University of Hawaii- Manoa epidemiology professor Alan Katz also has cited Hawaii’s geography as a considerable advantage, since this state has the means to almost entirely shut off the flow of people into the islands. Other states cannot exercise that degree of control over people’s travel, and therefore have less control over the disease’s spread.

“We took strong action, and I believe the population has been adhering to the recommendations” for social distancing as well as the stay-at-home orders, Katz said. “I’m not seeing the sort of aggregate crowds you are seeing on the news in other places.”

He noted news reports of people gathering to party on the Kaneohe Bay sandbar, or a couple who arrived on Kauai and ignored quarantine warnings and were finally arrested, “but I think that’s more the exception than the rule. I think people have been behaving appropriately.”

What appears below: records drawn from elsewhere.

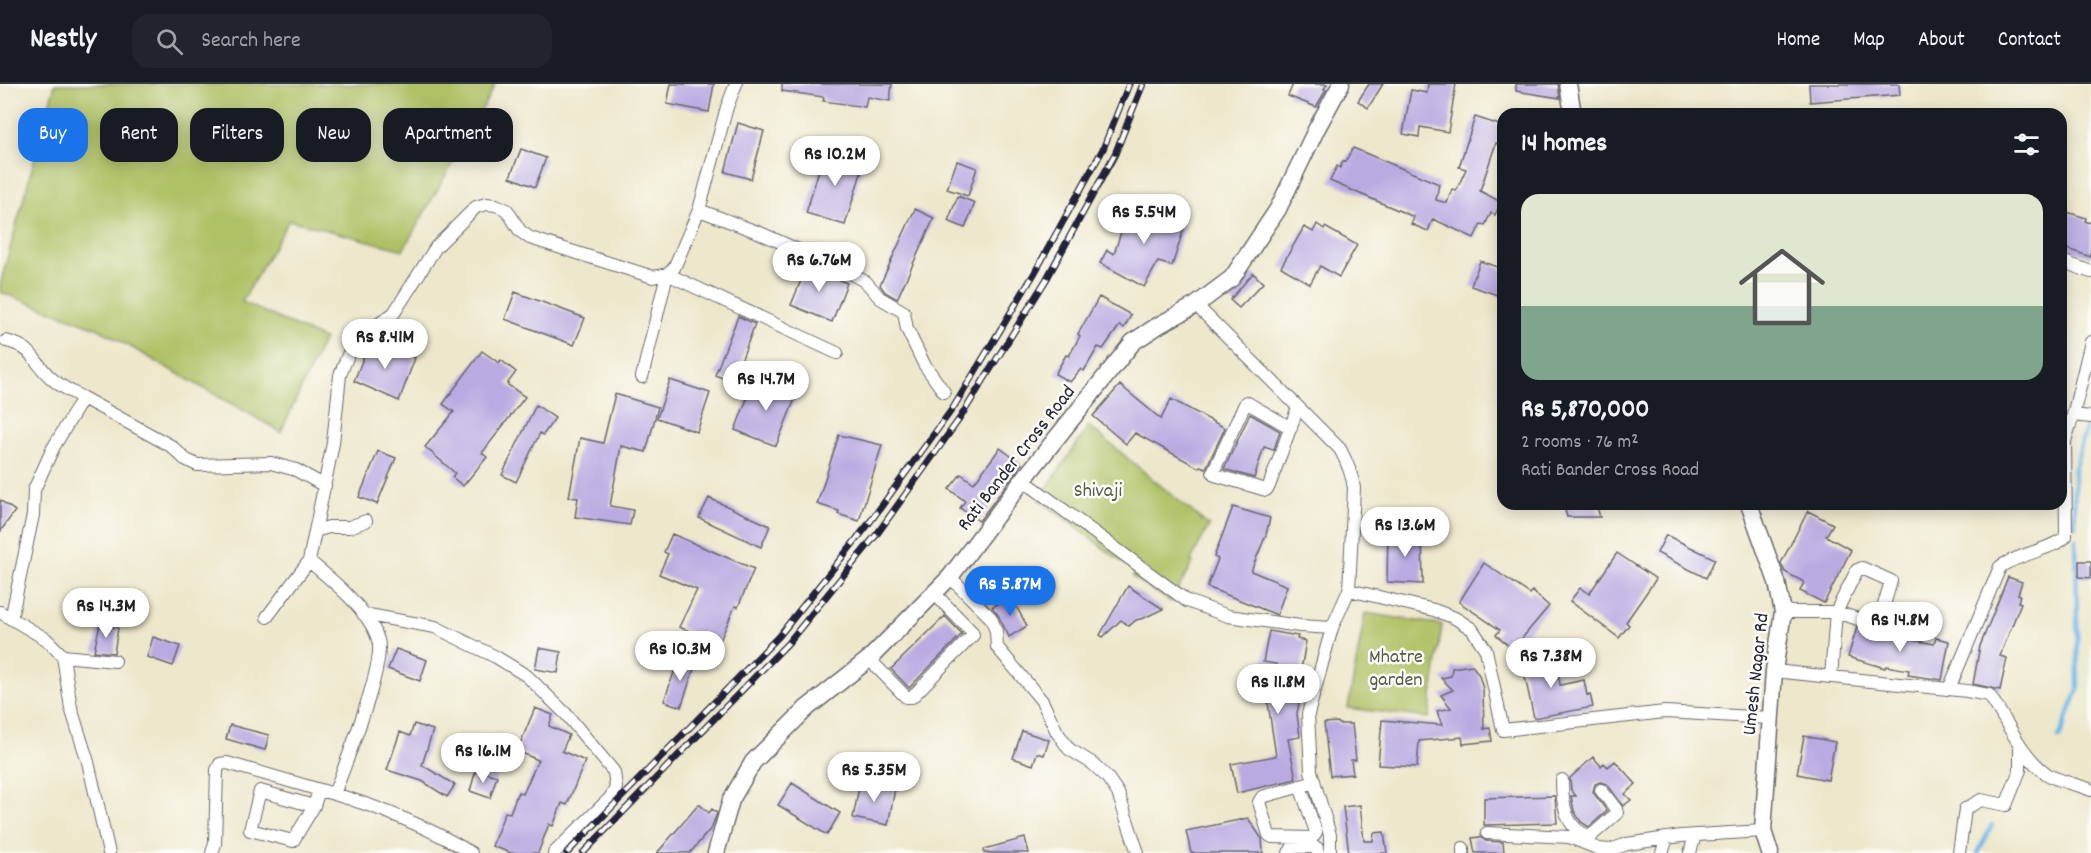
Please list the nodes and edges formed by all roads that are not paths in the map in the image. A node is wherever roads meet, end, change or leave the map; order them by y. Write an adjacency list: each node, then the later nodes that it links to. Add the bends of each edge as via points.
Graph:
1 (736, 84): 5 (street)
2 (1341, 84): 9 (street, Rati Bander Cross Road, via 1278,209 1252,249 1232,278)
3 (1568, 84): 4 (street)
4 (1572, 108)
5 (699, 210): 8 (street, via 674,268); 14 (street, via 760,233 866,282 880,298 904,312 907,329 924,364)
6 (2067, 263): 7 (street)
7 (2091, 272)
8 (667, 274): 12 (street); 13 (street); 23 (street, via 653,277 530,238 520,231 507,210 486,204 476,207 436,247 394,313 358,339 348,355 340,375)
9 (1196, 305): 16 (street); 22 (street, Rati Bander Cross Road, via 1133,342)
10 (6, 340): 15 (street, via 20,344 51,378)
11 (2091, 342): 17 (street)
12 (837, 353)
13 (642, 377)
14 (944, 392)
15 (83, 398): 23 (street, via 171,446 197,465 271,463); 35 (street, via 34,490 32,525)
16 (1299, 407): 20 (street); 30 (street, via 1340,449 1352,476)
17 (2073, 415): 18 (street); 19 (street); 21 (street)
18 (2091, 417)
19 (2067, 418)
20 (1291, 428): 20 (street, via 1266,490 1213,472 1246,402)
21 (2067, 437)
22 (1023, 480): 29 (street, Rati Bander Cross Road); 37 (street, via 1186,601 1228,616)
23 (325, 486): 27 (street)
24 (1751, 510): 32 (street, Umesh Nagar Rd, via 1777,582)
25 (2065, 510): 43 (street, via 2065,539 2001,567)
26 (366, 521): 27 (street)
27 (315, 531): 28 (street)
28 (309, 561): 34 (street, via 342,589); 36 (street)
29 (950, 577): 31 (street, Rati Bander Cross Road); 67 (street, via 991,618 997,647 1042,701 1061,739 1107,777 1118,793)
30 (1349, 590): 37 (street); 44 (street, via 1434,610 1472,629 1486,650 1503,730 1665,712)
31 (934, 593): 39 (street, Rati Bander Cross Road); 39 (street, via 973,635 920,690 906,697)
32 (1783, 612): 33 (street); 41 (street, Umesh Nagar Rd)
33 (1836, 612): 33 (street, via 1877,625 1891,581 1860,568); 42 (street)
34 (363, 614): 53 (street, via 378,639 380,654); 65 (street, via 435,627 496,657 527,676 607,762 614,772 616,788)
35 (5, 615): 38 (street, via 46,639)
36 (267, 617)
37 (1332, 628): 47 (street, via 1308,714)
38 (63, 656): 40 (street); 62 (street, via 71,708)
39 (868, 659): 66 (street, Rati Bander Cross Road, via 807,708 753,762 730,800)
40 (116, 661)
41 (1774, 671): 42 (street); 44 (street, Umesh Nagar Rd)
42 (1831, 677): 43 (street)
43 (1949, 689): 45 (street, via 1989,695)
44 (1770, 718): 56 (street, Umesh Nagar Rd)
45 (2020, 746): 51 (street, via 2047,774); 74 (street, via 2020,770 2007,805 1982,800 1965,809)
46 (1562, 780): 55 (street, via 1562,802 1569,819 1588,836)
47 (1314, 783): 48 (street); 70 (street, via 1329,835)
48 (1300, 786): 48 (street, via 1260,800 1272,837 1315,836)
49 (319, 790): 53 (street); 54 (street); 63 (street, via 220,764)
50 (1601, 790): 55 (street, via 1617,813)
51 (2091, 790)
52 (1557, 793): 59 (street)
53 (334, 794): 64 (street, via 366,803)
54 (314, 806): 54 (street, via 293,841 250,830 260,791)
55 (1599, 827): 61 (street)
56 (1763, 831): 58 (street); 73 (street, Umesh Nagar Rd)
57 (1488, 833): 59 (street)
58 (1695, 835): 60 (street); 72 (street)
59 (1569, 837): 61 (street)
60 (1667, 838): 61 (street); 71 (street)
61 (1610, 850)
62 (109, 853)
63 (212, 853)
64 (471, 853)
65 (554, 853)
66 (716, 853)
67 (1138, 853)
68 (1289, 853): 69 (street, via 1293,847 1317,848)
69 (1318, 853)
70 (1330, 853)
71 (1662, 853)
72 (1690, 853)
73 (1770, 853)
74 (1959, 853)

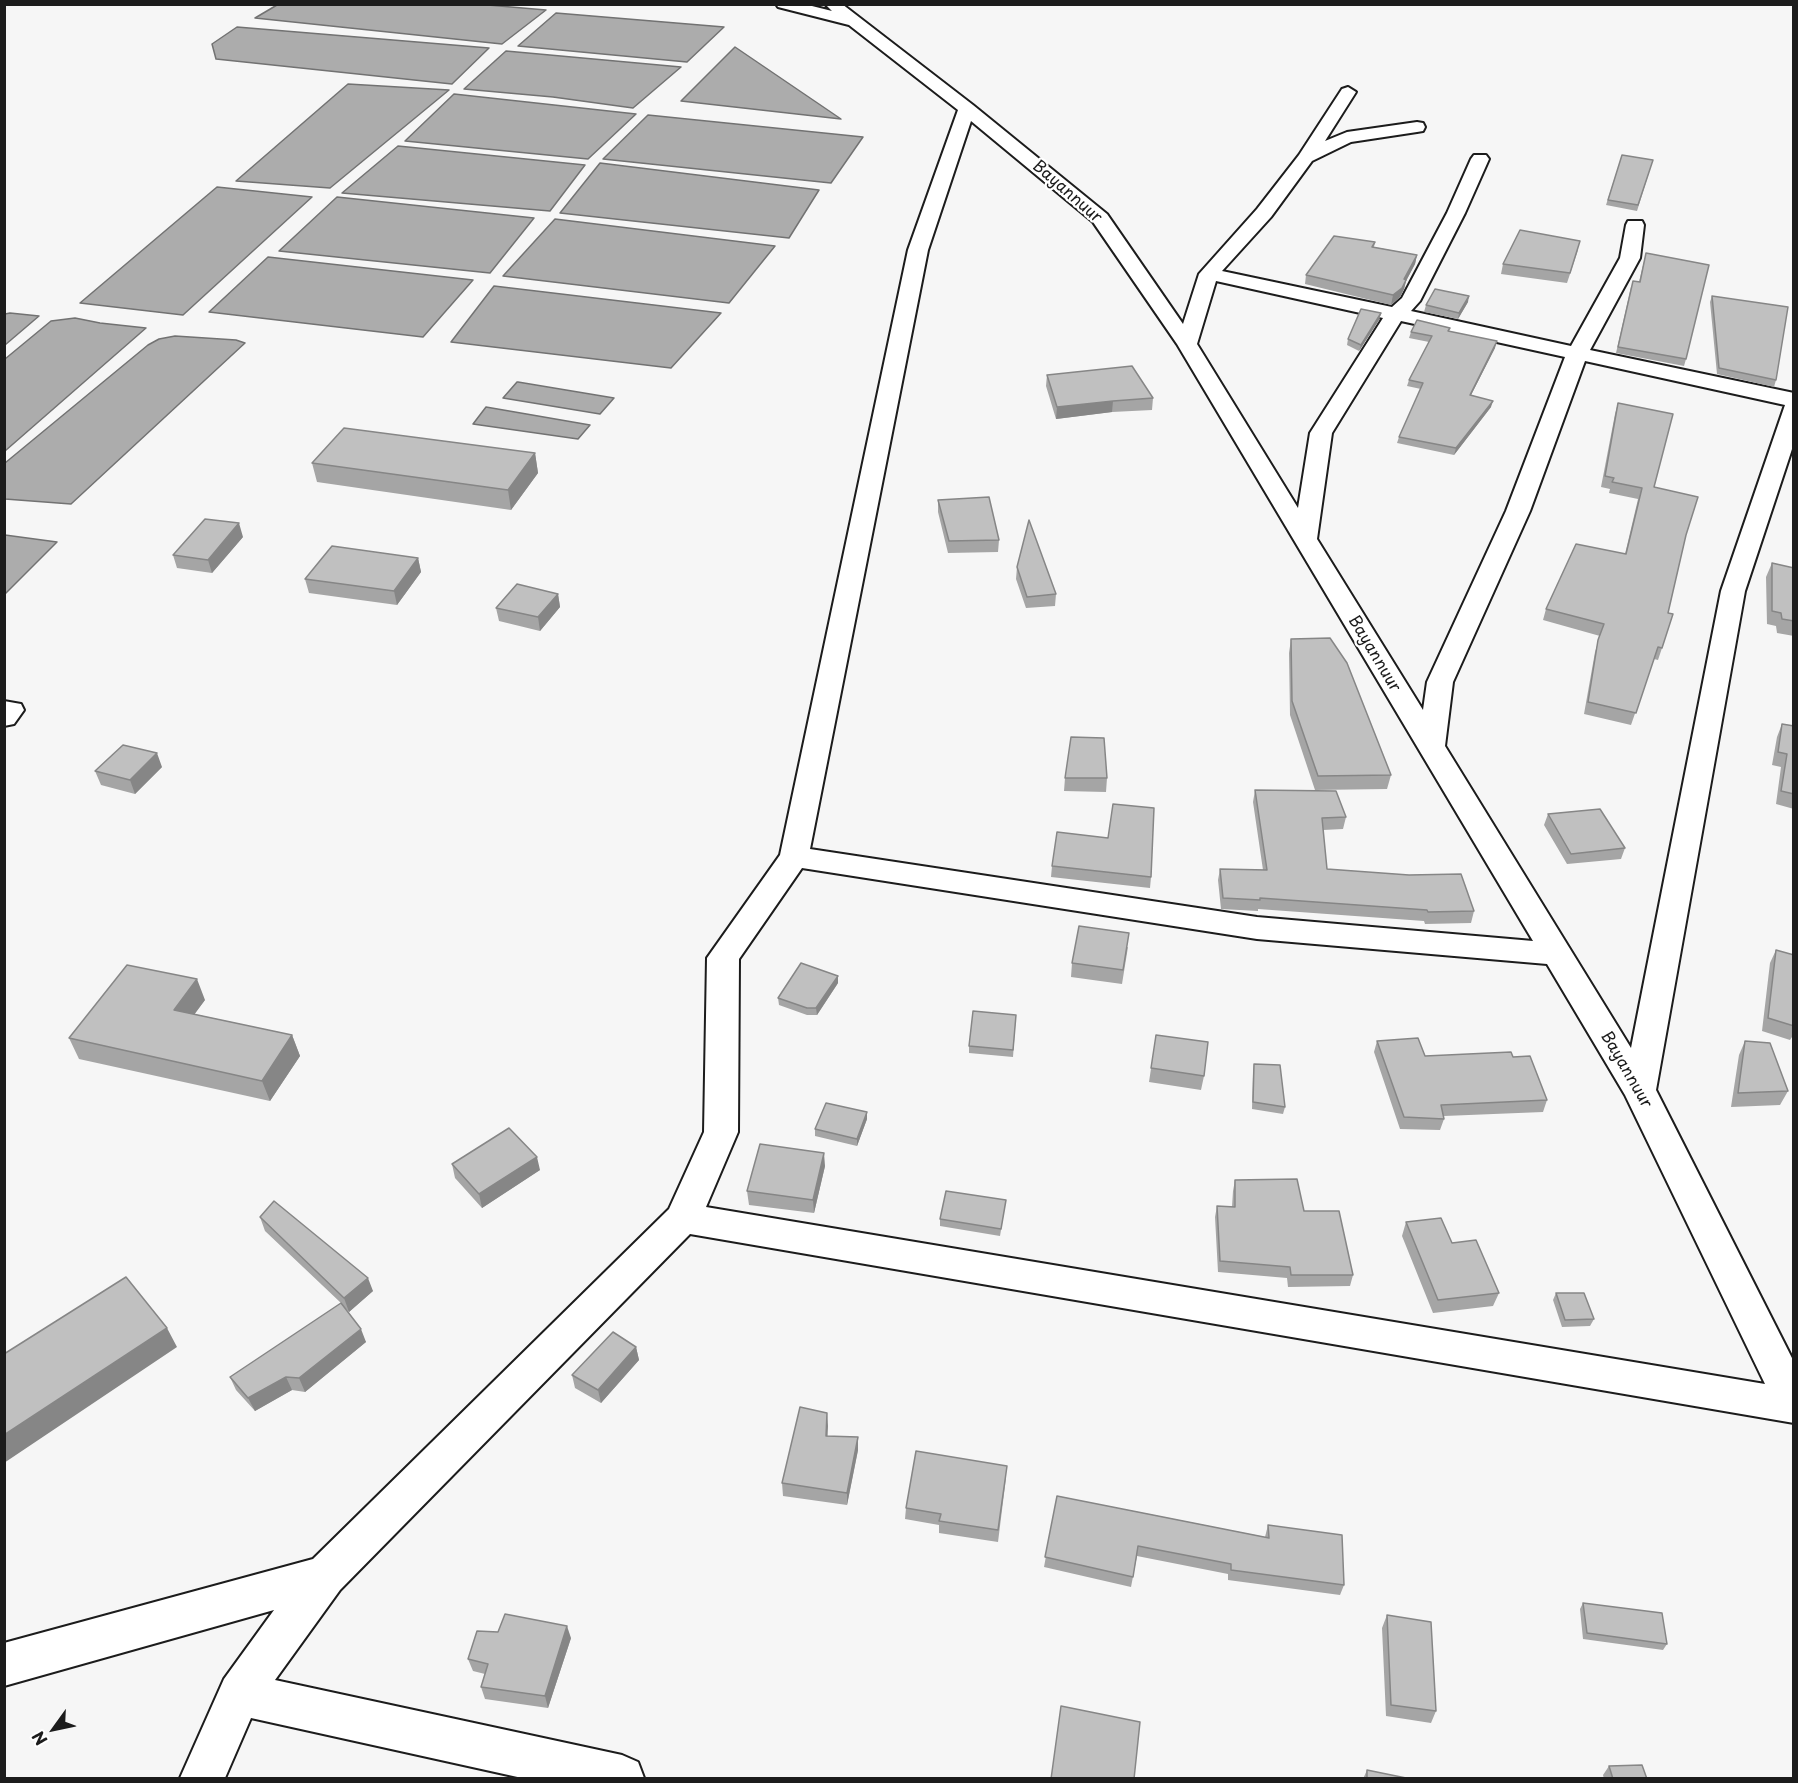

Katz said he would expect to see a downward trend in the number of infections about two weeks after the statewide stay-at-home order went into effect March 25, which appears to be happening “and which I hope will continue.”

But he said the state needs to make sure that is a true trend and not meaningless variation in the data. “I think we do have to wait until the end of the month — minimum, the end of the month,” he said.

Tim Brown, a senior fellow at the East-West Center with expertise in infectious disease and behavioral epidemiology, said the stay-home order and social distancing, for the most part, are “having the desired effect.”

There has been relatively slow growth in hospitalizations and deaths, and “because this virus usually manifests in symptoms in less than two weeks, if the virus were widespread in the community, these numbers would be growing more rapidly,” Brown told the House select committee Monday.

But before the state can lift the statewide lockdown, it must have the capacity to more rapidly test suspected cases, quickly trace their contacts and quarantine people as needed, he said. The state also needs “data to inform triggers for reimposing lockdown should the epidemic surge,” Brown said.

Hawaii health officials will need that extra lab capacity and other resources to cope with the new coronavirus for the next one to two years until a vaccine is developed, he said.

“If we were to lift the shutdown measures now and go back to our previous way of life, we could easily find ourselves in a New York type of situation within a month or two,” he said. He cited the example of Singapore, which has traced clusters of infections around workplaces, preschools, gyms, shipyards, private functions and dormitories, he said.

China is now seeing new coronavirus cases that are being imported into the country by travelers, Katz said, which also underscores the need for careful planning as businesses seek to reopen and the tourism industry attempts to restart.

“Because things are looking pretty good here, I’m hoping that we will be able to adopt the best strategic plans for getting back to normal, but it’s really sort of tiptoeing back into it,” Katz said. “You can’t just sort of say, ‘It’s over.’ It’s a slow process of what is the next step, step by step, and watching to make sure that things don’t rebound.”